- **Task details**
Please reproduce the entries below exactly, leaving the pictures out.

- **Exercise data**

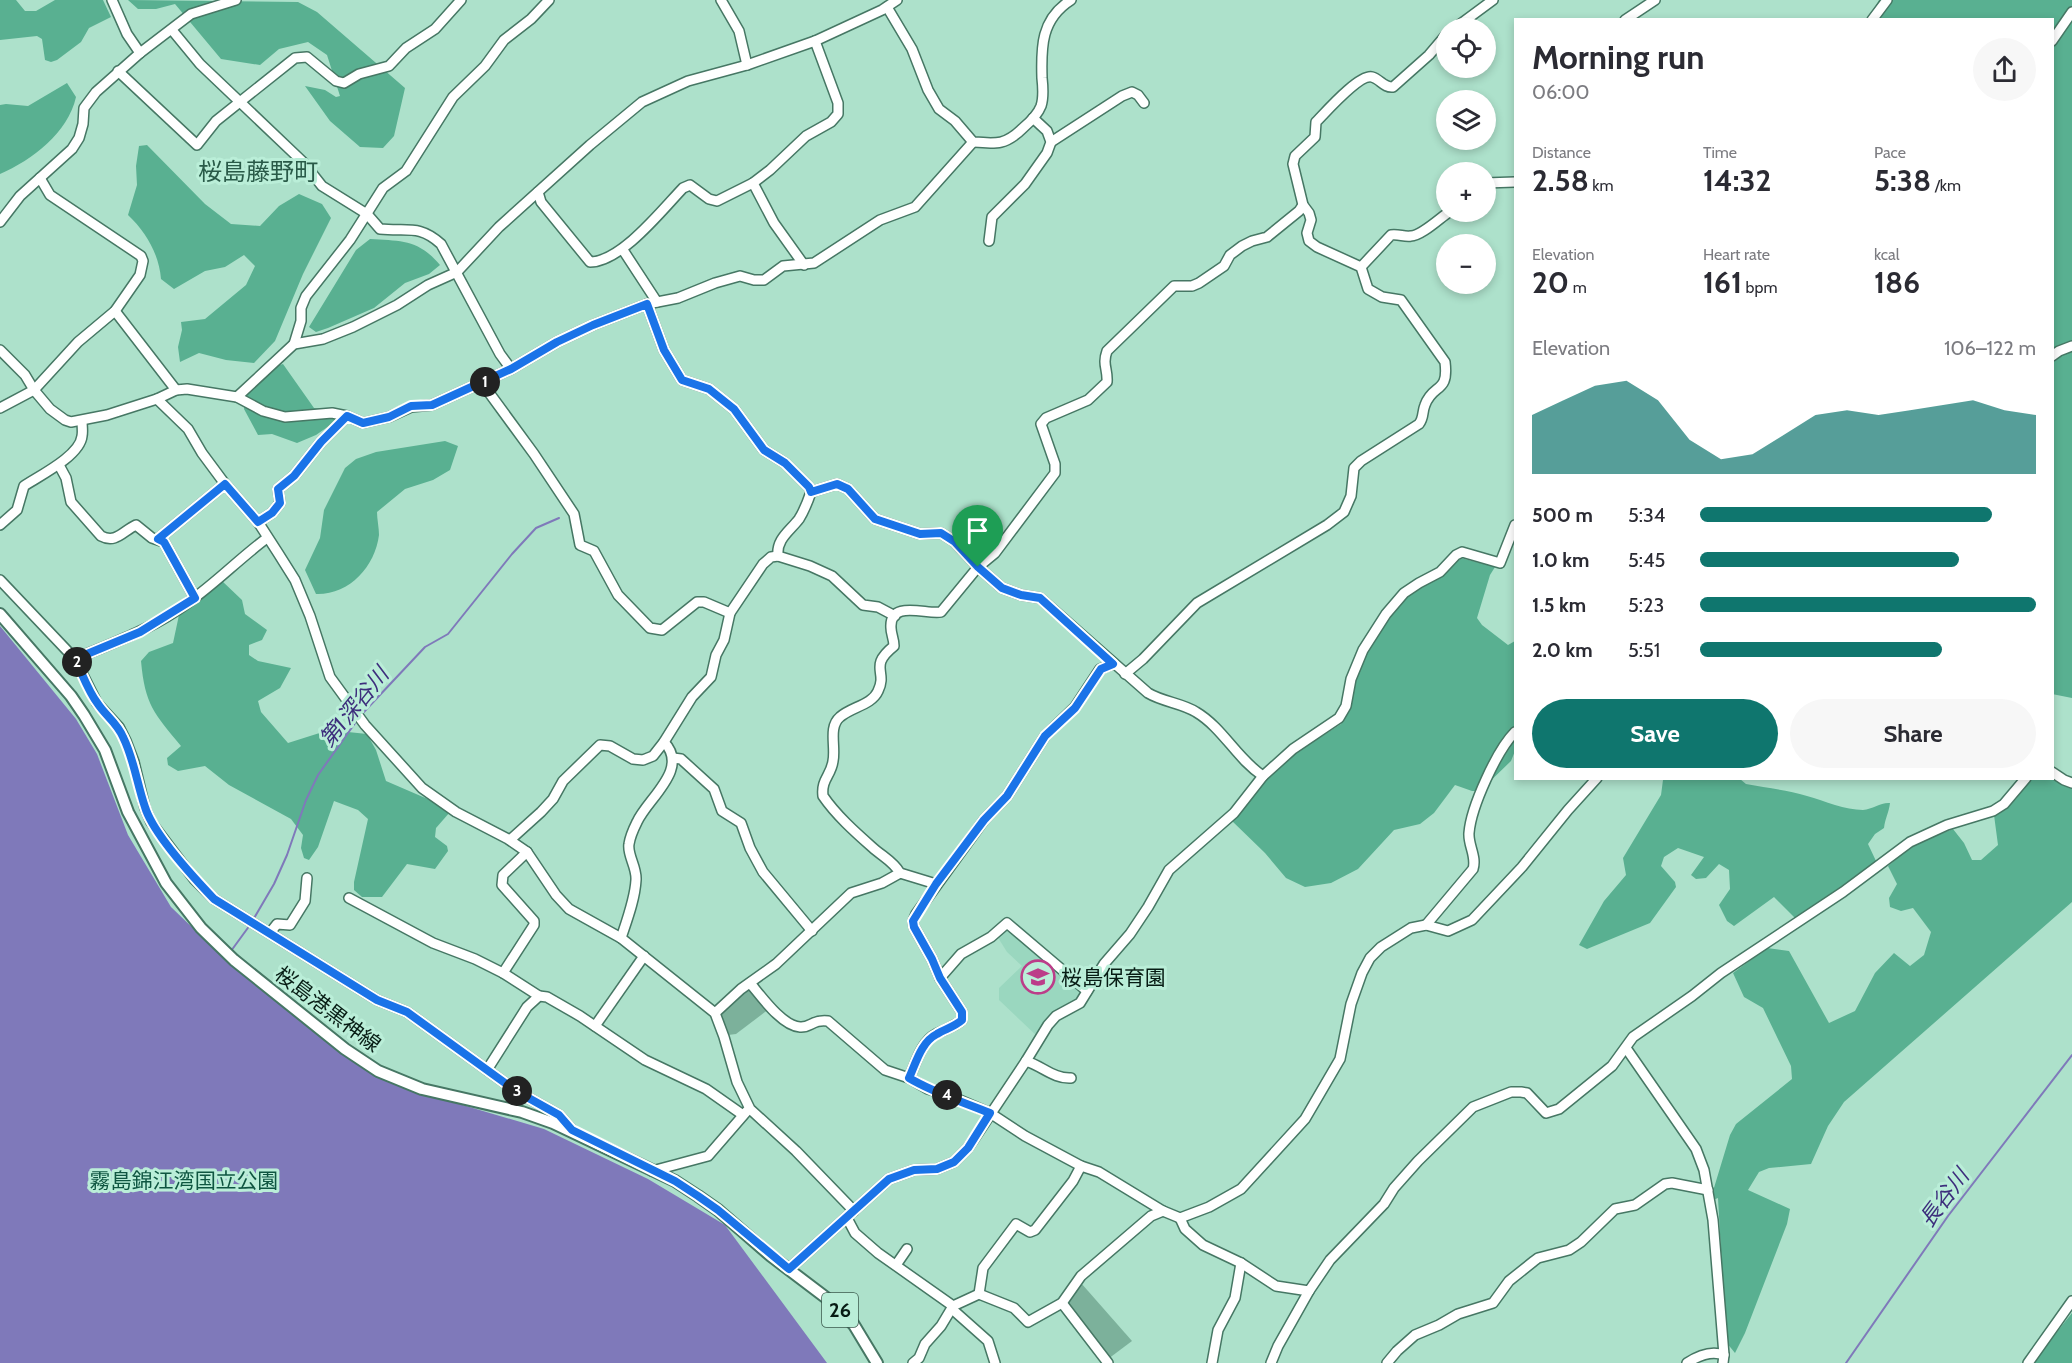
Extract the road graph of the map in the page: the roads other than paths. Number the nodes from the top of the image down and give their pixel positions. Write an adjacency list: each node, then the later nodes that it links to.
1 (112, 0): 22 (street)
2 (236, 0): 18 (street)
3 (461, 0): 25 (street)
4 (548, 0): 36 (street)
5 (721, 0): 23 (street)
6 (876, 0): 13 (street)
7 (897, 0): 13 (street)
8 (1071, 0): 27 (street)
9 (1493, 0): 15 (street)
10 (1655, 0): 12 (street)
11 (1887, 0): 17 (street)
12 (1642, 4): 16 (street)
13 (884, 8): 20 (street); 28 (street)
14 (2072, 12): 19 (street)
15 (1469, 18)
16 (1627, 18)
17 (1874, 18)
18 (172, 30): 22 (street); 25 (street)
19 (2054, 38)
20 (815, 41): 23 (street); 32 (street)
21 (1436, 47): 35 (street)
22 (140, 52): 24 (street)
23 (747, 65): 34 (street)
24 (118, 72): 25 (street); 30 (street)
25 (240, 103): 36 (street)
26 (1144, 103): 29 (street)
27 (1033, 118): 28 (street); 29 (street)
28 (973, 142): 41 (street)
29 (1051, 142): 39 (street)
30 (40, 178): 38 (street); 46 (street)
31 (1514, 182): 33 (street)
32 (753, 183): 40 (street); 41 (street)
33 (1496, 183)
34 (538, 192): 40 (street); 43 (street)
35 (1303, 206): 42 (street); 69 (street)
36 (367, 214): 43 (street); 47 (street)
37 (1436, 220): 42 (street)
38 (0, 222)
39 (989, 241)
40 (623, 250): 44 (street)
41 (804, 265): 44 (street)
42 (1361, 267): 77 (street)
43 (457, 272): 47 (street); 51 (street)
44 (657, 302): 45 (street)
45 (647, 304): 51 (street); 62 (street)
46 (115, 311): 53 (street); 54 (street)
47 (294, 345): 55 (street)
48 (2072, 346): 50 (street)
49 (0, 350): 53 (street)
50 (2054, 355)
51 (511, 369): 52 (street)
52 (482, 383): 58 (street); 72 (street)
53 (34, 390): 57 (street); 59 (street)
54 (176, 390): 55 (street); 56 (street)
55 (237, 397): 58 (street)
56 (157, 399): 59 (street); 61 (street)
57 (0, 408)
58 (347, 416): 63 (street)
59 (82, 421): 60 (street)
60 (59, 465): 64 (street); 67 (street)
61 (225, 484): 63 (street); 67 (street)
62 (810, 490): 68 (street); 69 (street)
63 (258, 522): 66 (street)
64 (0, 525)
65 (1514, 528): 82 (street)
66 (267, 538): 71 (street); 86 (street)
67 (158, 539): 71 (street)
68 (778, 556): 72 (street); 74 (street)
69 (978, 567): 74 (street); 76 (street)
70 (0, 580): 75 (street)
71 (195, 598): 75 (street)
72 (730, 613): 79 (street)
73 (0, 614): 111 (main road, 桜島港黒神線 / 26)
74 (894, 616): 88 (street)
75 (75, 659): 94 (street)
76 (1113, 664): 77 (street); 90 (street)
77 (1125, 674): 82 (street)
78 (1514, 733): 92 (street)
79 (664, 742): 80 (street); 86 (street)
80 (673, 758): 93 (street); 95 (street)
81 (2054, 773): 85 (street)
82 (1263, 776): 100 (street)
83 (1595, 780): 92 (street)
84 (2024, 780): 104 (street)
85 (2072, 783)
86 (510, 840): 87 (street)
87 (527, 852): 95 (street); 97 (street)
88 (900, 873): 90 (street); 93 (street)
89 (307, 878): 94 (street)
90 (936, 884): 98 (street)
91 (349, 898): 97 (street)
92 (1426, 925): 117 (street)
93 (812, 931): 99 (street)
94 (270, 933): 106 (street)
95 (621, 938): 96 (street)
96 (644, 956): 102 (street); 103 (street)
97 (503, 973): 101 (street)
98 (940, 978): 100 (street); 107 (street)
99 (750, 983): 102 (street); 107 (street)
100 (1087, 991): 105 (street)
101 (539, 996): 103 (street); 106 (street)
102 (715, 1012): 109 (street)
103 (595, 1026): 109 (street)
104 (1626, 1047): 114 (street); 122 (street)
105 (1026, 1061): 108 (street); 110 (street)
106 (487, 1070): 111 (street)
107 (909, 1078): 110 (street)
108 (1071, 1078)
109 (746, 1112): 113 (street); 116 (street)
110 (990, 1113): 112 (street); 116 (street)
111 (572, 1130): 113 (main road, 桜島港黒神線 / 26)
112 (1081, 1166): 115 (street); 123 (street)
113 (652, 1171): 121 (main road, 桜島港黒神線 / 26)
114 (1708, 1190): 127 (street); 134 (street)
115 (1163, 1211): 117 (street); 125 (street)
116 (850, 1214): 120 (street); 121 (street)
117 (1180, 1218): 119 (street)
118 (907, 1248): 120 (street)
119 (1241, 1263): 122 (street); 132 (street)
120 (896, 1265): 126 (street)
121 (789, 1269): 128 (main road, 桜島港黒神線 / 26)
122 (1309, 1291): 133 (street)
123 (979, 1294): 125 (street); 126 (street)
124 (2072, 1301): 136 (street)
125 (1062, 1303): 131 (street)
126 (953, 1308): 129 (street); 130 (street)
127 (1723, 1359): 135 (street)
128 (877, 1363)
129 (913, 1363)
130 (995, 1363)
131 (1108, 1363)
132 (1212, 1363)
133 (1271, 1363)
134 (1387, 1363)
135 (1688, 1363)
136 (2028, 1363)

- **Answer space**
Extract the road graph of the map in the page: the roads other than paths. Number the nodes from the top of the image down and give their pixel positions. Write an adjacency list: each node, then the later nodes that it links to.
1 (112, 0): 22 (street)
2 (236, 0): 18 (street)
3 (461, 0): 25 (street)
4 (548, 0): 36 (street)
5 (721, 0): 23 (street)
6 (876, 0): 13 (street)
7 (897, 0): 13 (street)
8 (1071, 0): 27 (street)
9 (1493, 0): 15 (street)
10 (1655, 0): 12 (street)
11 (1887, 0): 17 (street)
12 (1642, 4): 16 (street)
13 (884, 8): 20 (street); 28 (street)
14 (2072, 12): 19 (street)
15 (1469, 18)
16 (1627, 18)
17 (1874, 18)
18 (172, 30): 22 (street); 25 (street)
19 (2054, 38)
20 (815, 41): 23 (street); 32 (street)
21 (1436, 47): 35 (street)
22 (140, 52): 24 (street)
23 (747, 65): 34 (street)
24 (118, 72): 25 (street); 30 (street)
25 (240, 103): 36 (street)
26 (1144, 103): 29 (street)
27 (1033, 118): 28 (street); 29 (street)
28 (973, 142): 41 (street)
29 (1051, 142): 39 (street)
30 (40, 178): 38 (street); 46 (street)
31 (1514, 182): 33 (street)
32 (753, 183): 40 (street); 41 (street)
33 (1496, 183)
34 (538, 192): 40 (street); 43 (street)
35 (1303, 206): 42 (street); 69 (street)
36 (367, 214): 43 (street); 47 (street)
37 (1436, 220): 42 (street)
38 (0, 222)
39 (989, 241)
40 (623, 250): 44 (street)
41 (804, 265): 44 (street)
42 (1361, 267): 77 (street)
43 (457, 272): 47 (street); 51 (street)
44 (657, 302): 45 (street)
45 (647, 304): 51 (street); 62 (street)
46 (115, 311): 53 (street); 54 (street)
47 (294, 345): 55 (street)
48 (2072, 346): 50 (street)
49 (0, 350): 53 (street)
50 (2054, 355)
51 (511, 369): 52 (street)
52 (482, 383): 58 (street); 72 (street)
53 (34, 390): 57 (street); 59 (street)
54 (176, 390): 55 (street); 56 (street)
55 (237, 397): 58 (street)
56 (157, 399): 59 (street); 61 (street)
57 (0, 408)
58 (347, 416): 63 (street)
59 (82, 421): 60 (street)
60 (59, 465): 64 (street); 67 (street)
61 (225, 484): 63 (street); 67 (street)
62 (810, 490): 68 (street); 69 (street)
63 (258, 522): 66 (street)
64 (0, 525)
65 (1514, 528): 82 (street)
66 (267, 538): 71 (street); 86 (street)
67 (158, 539): 71 (street)
68 (778, 556): 72 (street); 74 (street)
69 (978, 567): 74 (street); 76 (street)
70 (0, 580): 75 (street)
71 (195, 598): 75 (street)
72 (730, 613): 79 (street)
73 (0, 614): 111 (main road, 桜島港黒神線 / 26)
74 (894, 616): 88 (street)
75 (75, 659): 94 (street)
76 (1113, 664): 77 (street); 90 (street)
77 (1125, 674): 82 (street)
78 (1514, 733): 92 (street)
79 (664, 742): 80 (street); 86 (street)
80 (673, 758): 93 (street); 95 (street)
81 (2054, 773): 85 (street)
82 (1263, 776): 100 (street)
83 (1595, 780): 92 (street)
84 (2024, 780): 104 (street)
85 (2072, 783)
86 (510, 840): 87 (street)
87 (527, 852): 95 (street); 97 (street)
88 (900, 873): 90 (street); 93 (street)
89 (307, 878): 94 (street)
90 (936, 884): 98 (street)
91 (349, 898): 97 (street)
92 (1426, 925): 117 (street)
93 (812, 931): 99 (street)
94 (270, 933): 106 (street)
95 (621, 938): 96 (street)
96 (644, 956): 102 (street); 103 (street)
97 (503, 973): 101 (street)
98 (940, 978): 100 (street); 107 (street)
99 (750, 983): 102 (street); 107 (street)
100 (1087, 991): 105 (street)
101 (539, 996): 103 (street); 106 (street)
102 (715, 1012): 109 (street)
103 (595, 1026): 109 (street)
104 (1626, 1047): 114 (street); 122 (street)
105 (1026, 1061): 108 (street); 110 (street)
106 (487, 1070): 111 (street)
107 (909, 1078): 110 (street)
108 (1071, 1078)
109 (746, 1112): 113 (street); 116 (street)
110 (990, 1113): 112 (street); 116 (street)
111 (572, 1130): 113 (main road, 桜島港黒神線 / 26)
112 (1081, 1166): 115 (street); 123 (street)
113 (652, 1171): 121 (main road, 桜島港黒神線 / 26)
114 (1708, 1190): 127 (street); 134 (street)
115 (1163, 1211): 117 (street); 125 (street)
116 (850, 1214): 120 (street); 121 (street)
117 (1180, 1218): 119 (street)
118 (907, 1248): 120 (street)
119 (1241, 1263): 122 (street); 132 (street)
120 (896, 1265): 126 (street)
121 (789, 1269): 128 (main road, 桜島港黒神線 / 26)
122 (1309, 1291): 133 (street)
123 (979, 1294): 125 (street); 126 (street)
124 (2072, 1301): 136 (street)
125 (1062, 1303): 131 (street)
126 (953, 1308): 129 (street); 130 (street)
127 (1723, 1359): 135 (street)
128 (877, 1363)
129 (913, 1363)
130 (995, 1363)
131 (1108, 1363)
132 (1212, 1363)
133 (1271, 1363)
134 (1387, 1363)
135 (1688, 1363)
136 (2028, 1363)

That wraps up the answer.